## Work order:
These records must be written out again exactly.

## Extracted data:
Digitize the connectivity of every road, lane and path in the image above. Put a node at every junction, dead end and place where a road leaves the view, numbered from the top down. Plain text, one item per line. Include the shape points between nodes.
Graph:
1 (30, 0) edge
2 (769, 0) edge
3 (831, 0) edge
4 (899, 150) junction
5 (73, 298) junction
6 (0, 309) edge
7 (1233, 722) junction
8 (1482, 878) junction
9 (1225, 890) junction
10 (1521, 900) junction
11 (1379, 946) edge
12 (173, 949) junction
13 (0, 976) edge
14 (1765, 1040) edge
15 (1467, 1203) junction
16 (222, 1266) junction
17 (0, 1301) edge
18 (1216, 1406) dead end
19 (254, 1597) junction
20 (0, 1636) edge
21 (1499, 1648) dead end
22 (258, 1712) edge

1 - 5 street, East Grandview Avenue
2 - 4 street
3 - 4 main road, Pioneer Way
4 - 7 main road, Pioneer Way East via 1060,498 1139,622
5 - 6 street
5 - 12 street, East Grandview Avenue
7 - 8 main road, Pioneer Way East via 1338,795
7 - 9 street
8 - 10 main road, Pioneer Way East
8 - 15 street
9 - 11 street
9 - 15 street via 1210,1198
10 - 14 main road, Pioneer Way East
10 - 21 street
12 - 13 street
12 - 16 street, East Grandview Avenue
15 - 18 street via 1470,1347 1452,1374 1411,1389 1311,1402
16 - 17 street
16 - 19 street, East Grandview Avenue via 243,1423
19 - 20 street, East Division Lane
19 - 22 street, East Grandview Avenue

## Output:
Digitize the connectivity of every road, lane and path in the image above. Put a node at every junction, dead end and place where a road leaves the view, numbered from the top down. Plain text, one item per line. Include the shape points between nodes.
Graph:
1 (30, 0) edge
2 (769, 0) edge
3 (831, 0) edge
4 (899, 150) junction
5 (73, 298) junction
6 (0, 309) edge
7 (1233, 722) junction
8 (1482, 878) junction
9 (1225, 890) junction
10 (1521, 900) junction
11 (1379, 946) edge
12 (173, 949) junction
13 (0, 976) edge
14 (1765, 1040) edge
15 (1467, 1203) junction
16 (222, 1266) junction
17 (0, 1301) edge
18 (1216, 1406) dead end
19 (254, 1597) junction
20 (0, 1636) edge
21 (1499, 1648) dead end
22 (258, 1712) edge

1 - 5 street, East Grandview Avenue
2 - 4 street
3 - 4 main road, Pioneer Way
4 - 7 main road, Pioneer Way East via 1060,498 1139,622
5 - 6 street
5 - 12 street, East Grandview Avenue
7 - 8 main road, Pioneer Way East via 1338,795
7 - 9 street
8 - 10 main road, Pioneer Way East
8 - 15 street
9 - 11 street
9 - 15 street via 1210,1198
10 - 14 main road, Pioneer Way East
10 - 21 street
12 - 13 street
12 - 16 street, East Grandview Avenue
15 - 18 street via 1470,1347 1452,1374 1411,1389 1311,1402
16 - 17 street
16 - 19 street, East Grandview Avenue via 243,1423
19 - 20 street, East Division Lane
19 - 22 street, East Grandview Avenue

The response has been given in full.